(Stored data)
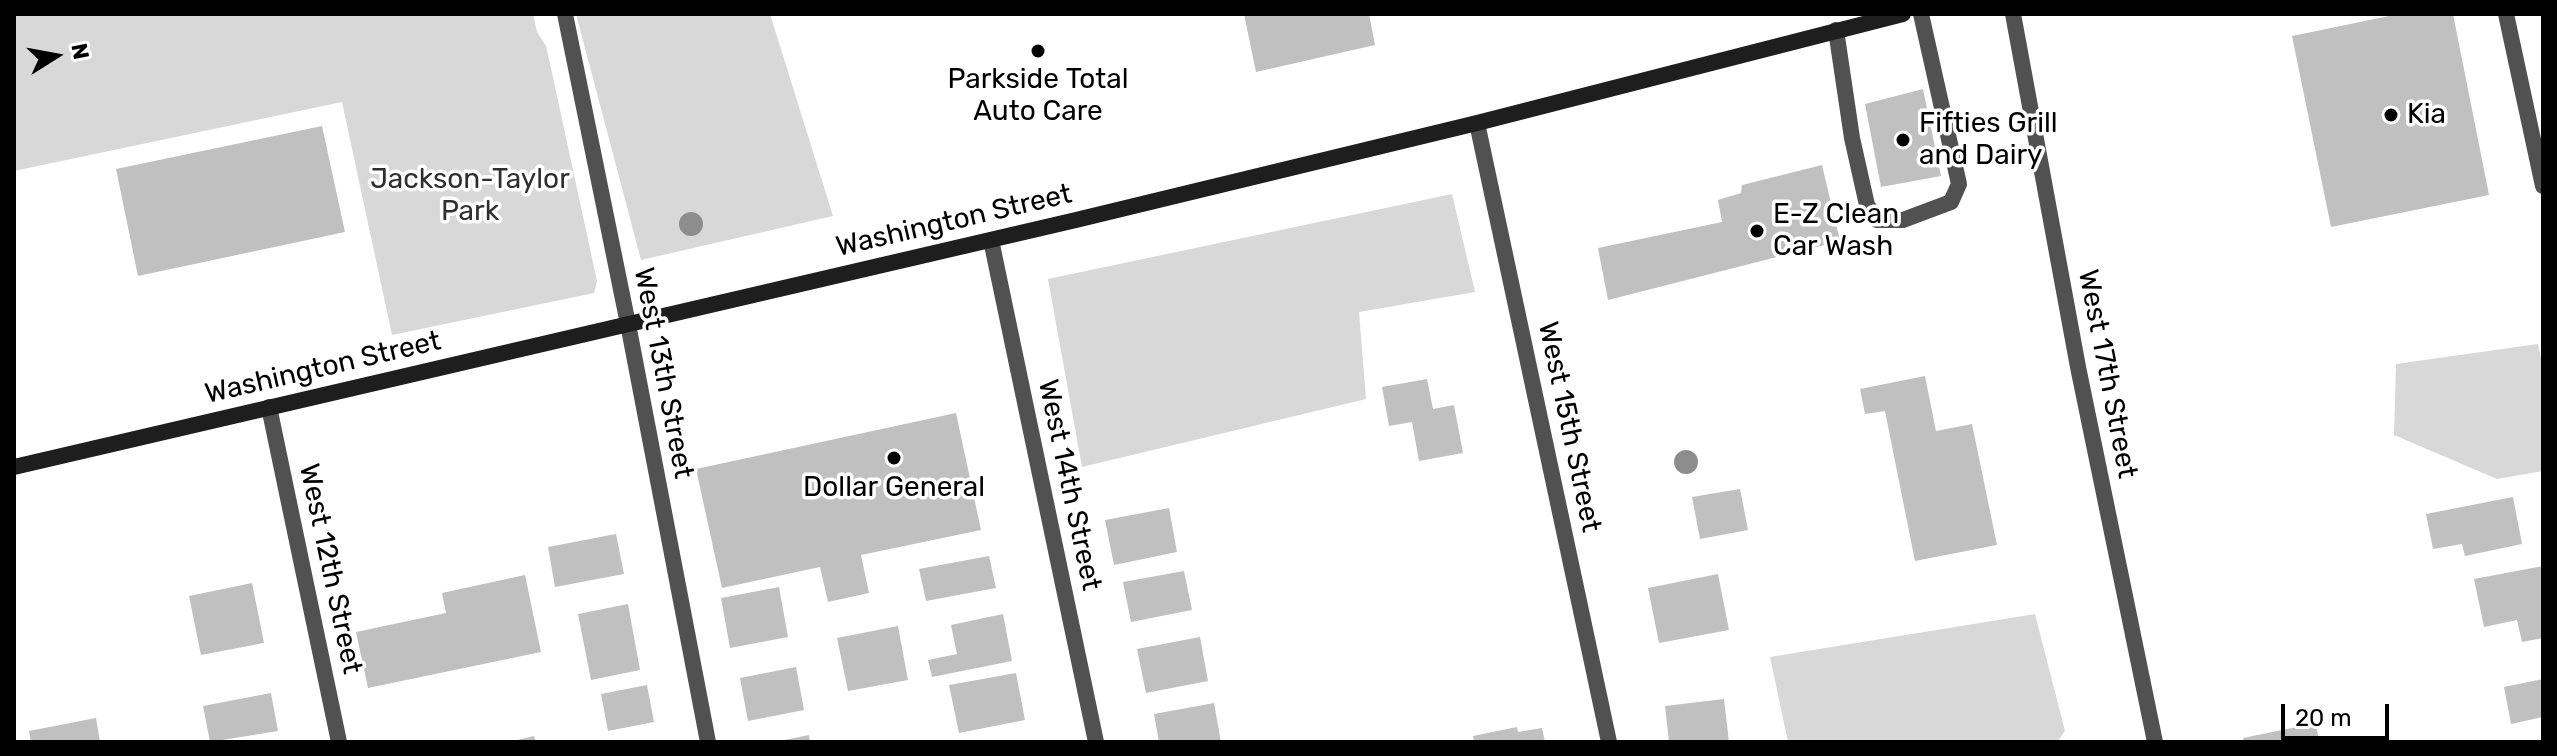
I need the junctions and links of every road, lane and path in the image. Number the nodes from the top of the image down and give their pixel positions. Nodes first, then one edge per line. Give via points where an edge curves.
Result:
1 (565, 14) edge
2 (1903, 14) edge
3 (1921, 14) edge
4 (2013, 14) edge
5 (2506, 14) edge
6 (1836, 30) junction
7 (1477, 123) junction
8 (2543, 186) edge
9 (991, 240) junction
10 (628, 324) junction
11 (269, 407) junction
12 (14, 467) edge
13 (339, 742) edge
14 (708, 742) edge
15 (1096, 742) edge
16 (1609, 742) edge
17 (2155, 742) edge

1 - 10 street, West 13th Street
2 - 6 main road, Washington Street
3 - 6 street via 1959,184 1951,202 1903,220 1877,220 1867,205
4 - 17 street, West 17th Street
5 - 8 street
6 - 7 main road, Washington Street
7 - 9 main road, Washington Street
7 - 16 street, West 15th Street
9 - 10 main road, Washington Street
9 - 15 street, West 14th Street
10 - 11 main road, Washington Street
10 - 14 street, West 13th Street
11 - 12 main road, Washington Street
11 - 13 street, West 12th Street

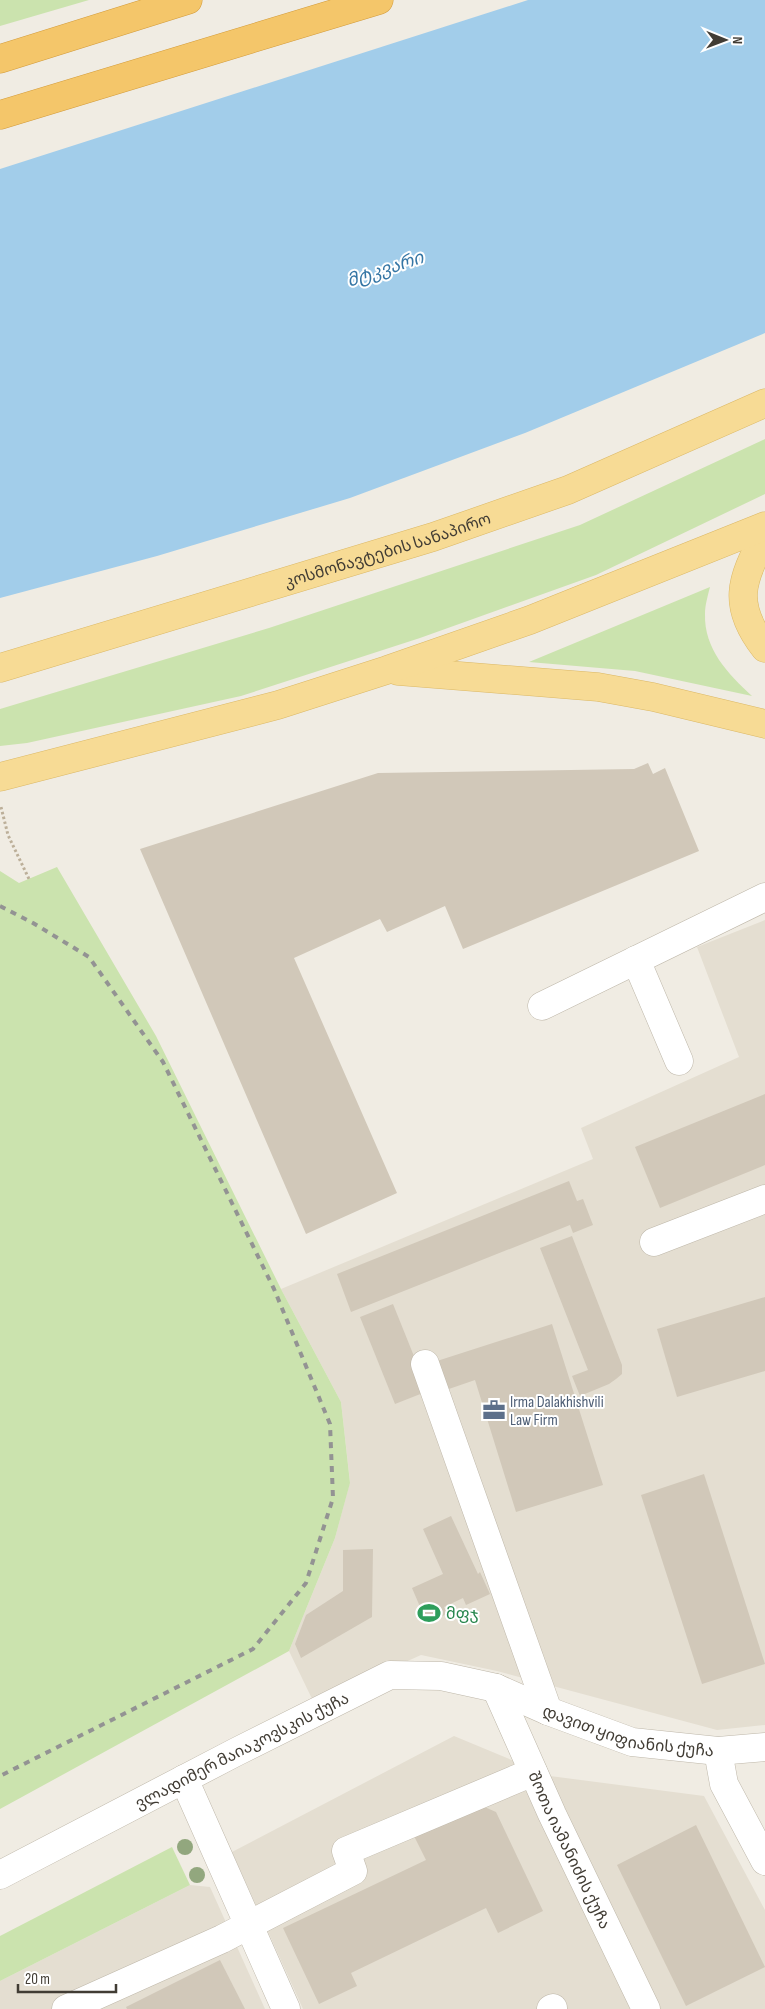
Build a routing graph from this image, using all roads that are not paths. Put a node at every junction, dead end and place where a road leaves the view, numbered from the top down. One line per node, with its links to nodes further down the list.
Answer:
1 (188, 0): 3 (highway)
2 (379, 0): 4 (highway)
3 (0, 59)
4 (0, 115)
5 (765, 403): 9 (main road, კოსმონავტების სანაპირო)
6 (765, 526): 10 (main road)
7 (765, 536): 8 (main road)
8 (765, 648)
9 (0, 668)
10 (387, 670): 11 (main road); 12 (main road)
11 (765, 724)
12 (3, 776)
13 (765, 897): 14 (street)
14 (636, 960): 15 (street); 16 (street)
15 (542, 1006)
16 (679, 1061)
17 (765, 1199): 18 (street)
18 (654, 1242)
19 (425, 1364): 21 (street)
20 (496, 1688): 21 (street, დავით ყიფიანის ქუჩა); 24 (street, შოთა იამანიძის ქუჩა); 25 (street, ვლადიმერ მაიაკოვსკის ქუჩა)
21 (548, 1711): 23 (street, დავით ყიფიანის ქუჩა)
22 (765, 1747): 23 (street, დავით ყიფიანის ქუჩა)
23 (718, 1751): 26 (street)
24 (533, 1772): 28 (street); 31 (street, შოთა იამანიძის ქუჩა)
25 (184, 1779): 27 (street, ვლადიმერ მაიაკოვსკის ქუჩა); 28 (street)
26 (765, 1861)
27 (0, 1875)
28 (248, 1924): 29 (street); 30 (street)
29 (66, 2009)
30 (286, 2009)
31 (646, 2009)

### [TASK GOAL]
Print exactly the lines from the one containing "Build a routing" through the last line of the records above, both included.

### [RESPONSE]
Build a routing graph from this image, using all roads that are not paths. Put a node at every junction, dead end and place where a road leaves the view, numbered from the top down. One line per node, with its links to nodes further down the list.
Answer:
1 (188, 0): 3 (highway)
2 (379, 0): 4 (highway)
3 (0, 59)
4 (0, 115)
5 (765, 403): 9 (main road, კოსმონავტების სანაპირო)
6 (765, 526): 10 (main road)
7 (765, 536): 8 (main road)
8 (765, 648)
9 (0, 668)
10 (387, 670): 11 (main road); 12 (main road)
11 (765, 724)
12 (3, 776)
13 (765, 897): 14 (street)
14 (636, 960): 15 (street); 16 (street)
15 (542, 1006)
16 (679, 1061)
17 (765, 1199): 18 (street)
18 (654, 1242)
19 (425, 1364): 21 (street)
20 (496, 1688): 21 (street, დავით ყიფიანის ქუჩა); 24 (street, შოთა იამანიძის ქუჩა); 25 (street, ვლადიმერ მაიაკოვსკის ქუჩა)
21 (548, 1711): 23 (street, დავით ყიფიანის ქუჩა)
22 (765, 1747): 23 (street, დავით ყიფიანის ქუჩა)
23 (718, 1751): 26 (street)
24 (533, 1772): 28 (street); 31 (street, შოთა იამანიძის ქუჩა)
25 (184, 1779): 27 (street, ვლადიმერ მაიაკოვსკის ქუჩა); 28 (street)
26 (765, 1861)
27 (0, 1875)
28 (248, 1924): 29 (street); 30 (street)
29 (66, 2009)
30 (286, 2009)
31 (646, 2009)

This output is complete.